───── THE DATA ─────
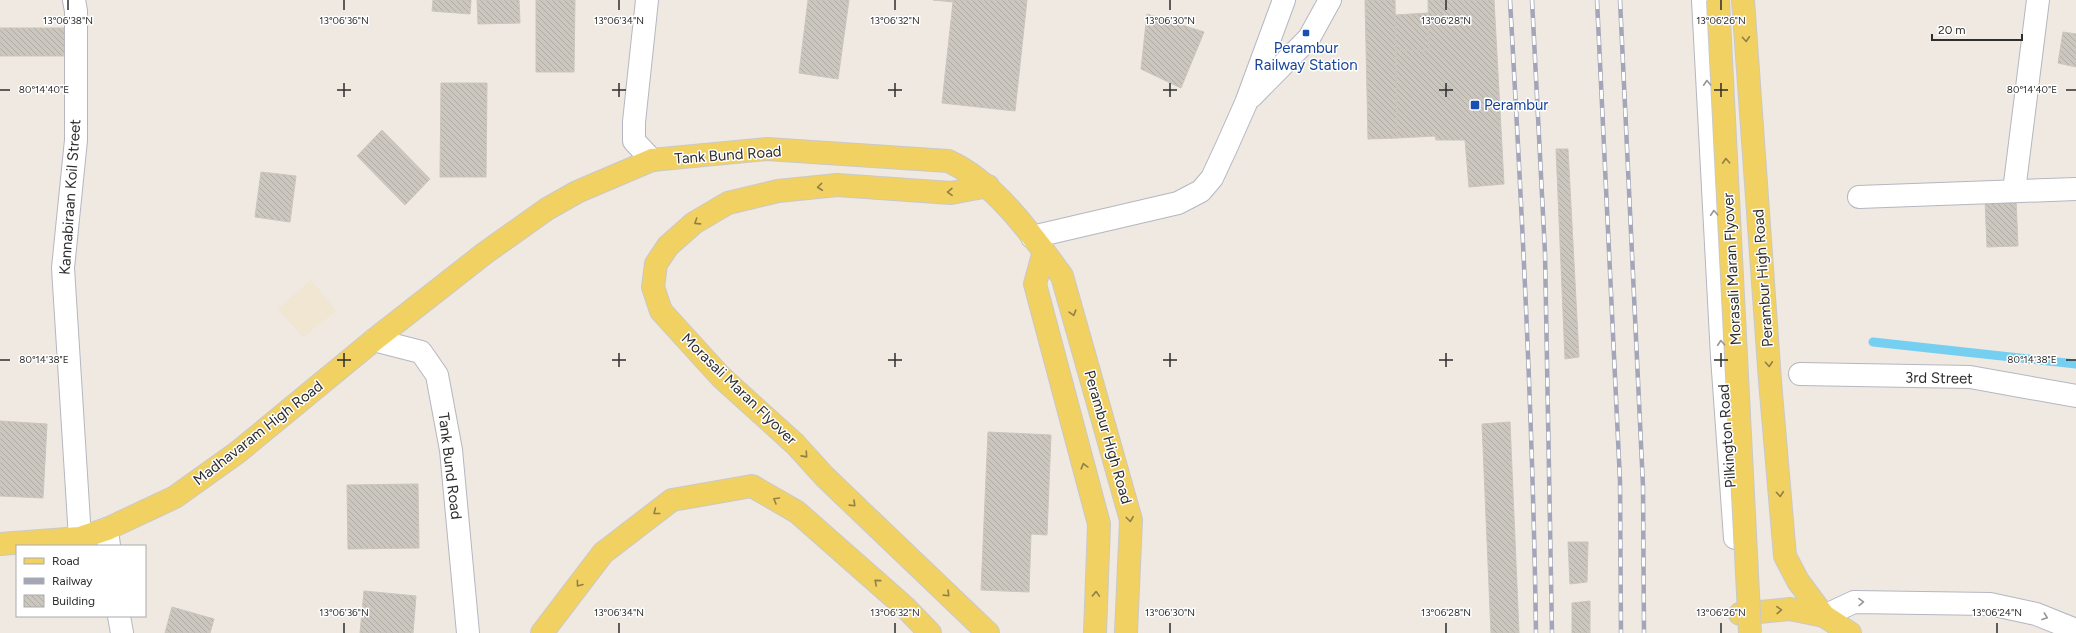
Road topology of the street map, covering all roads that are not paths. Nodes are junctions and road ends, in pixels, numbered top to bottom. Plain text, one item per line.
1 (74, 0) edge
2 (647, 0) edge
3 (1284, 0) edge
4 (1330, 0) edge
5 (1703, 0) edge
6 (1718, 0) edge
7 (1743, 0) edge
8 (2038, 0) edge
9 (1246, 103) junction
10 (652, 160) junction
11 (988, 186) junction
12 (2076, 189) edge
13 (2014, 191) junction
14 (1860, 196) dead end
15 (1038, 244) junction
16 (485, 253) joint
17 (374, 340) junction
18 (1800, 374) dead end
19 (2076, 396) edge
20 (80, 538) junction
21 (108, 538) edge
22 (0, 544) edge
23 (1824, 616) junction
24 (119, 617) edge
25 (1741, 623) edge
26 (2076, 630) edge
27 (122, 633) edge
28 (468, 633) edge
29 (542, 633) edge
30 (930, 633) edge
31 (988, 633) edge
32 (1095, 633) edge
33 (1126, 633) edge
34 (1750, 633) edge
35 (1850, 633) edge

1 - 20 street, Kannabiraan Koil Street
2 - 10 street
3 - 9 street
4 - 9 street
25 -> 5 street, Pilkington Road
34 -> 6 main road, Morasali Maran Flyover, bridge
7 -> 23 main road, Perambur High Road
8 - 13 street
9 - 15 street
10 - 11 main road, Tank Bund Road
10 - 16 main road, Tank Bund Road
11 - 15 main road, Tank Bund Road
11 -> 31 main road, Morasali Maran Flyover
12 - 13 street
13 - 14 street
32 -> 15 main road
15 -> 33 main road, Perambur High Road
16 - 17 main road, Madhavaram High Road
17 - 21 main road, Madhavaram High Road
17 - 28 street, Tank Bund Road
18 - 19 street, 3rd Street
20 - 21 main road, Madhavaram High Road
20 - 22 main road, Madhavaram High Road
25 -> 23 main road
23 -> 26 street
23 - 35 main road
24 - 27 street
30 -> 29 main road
─────
HOW TO COMPLETE THIS TASK> Retype everything in the entries exactly except the pictures.

TASK RESPONSE>
Road topology of the street map, covering all roads that are not paths. Nodes are junctions and road ends, in pixels, numbered top to bottom. Plain text, one item per line.
1 (74, 0) edge
2 (647, 0) edge
3 (1284, 0) edge
4 (1330, 0) edge
5 (1703, 0) edge
6 (1718, 0) edge
7 (1743, 0) edge
8 (2038, 0) edge
9 (1246, 103) junction
10 (652, 160) junction
11 (988, 186) junction
12 (2076, 189) edge
13 (2014, 191) junction
14 (1860, 196) dead end
15 (1038, 244) junction
16 (485, 253) joint
17 (374, 340) junction
18 (1800, 374) dead end
19 (2076, 396) edge
20 (80, 538) junction
21 (108, 538) edge
22 (0, 544) edge
23 (1824, 616) junction
24 (119, 617) edge
25 (1741, 623) edge
26 (2076, 630) edge
27 (122, 633) edge
28 (468, 633) edge
29 (542, 633) edge
30 (930, 633) edge
31 (988, 633) edge
32 (1095, 633) edge
33 (1126, 633) edge
34 (1750, 633) edge
35 (1850, 633) edge

1 - 20 street, Kannabiraan Koil Street
2 - 10 street
3 - 9 street
4 - 9 street
25 -> 5 street, Pilkington Road
34 -> 6 main road, Morasali Maran Flyover, bridge
7 -> 23 main road, Perambur High Road
8 - 13 street
9 - 15 street
10 - 11 main road, Tank Bund Road
10 - 16 main road, Tank Bund Road
11 - 15 main road, Tank Bund Road
11 -> 31 main road, Morasali Maran Flyover
12 - 13 street
13 - 14 street
32 -> 15 main road
15 -> 33 main road, Perambur High Road
16 - 17 main road, Madhavaram High Road
17 - 21 main road, Madhavaram High Road
17 - 28 street, Tank Bund Road
18 - 19 street, 3rd Street
20 - 21 main road, Madhavaram High Road
20 - 22 main road, Madhavaram High Road
25 -> 23 main road
23 -> 26 street
23 - 35 main road
24 - 27 street
30 -> 29 main road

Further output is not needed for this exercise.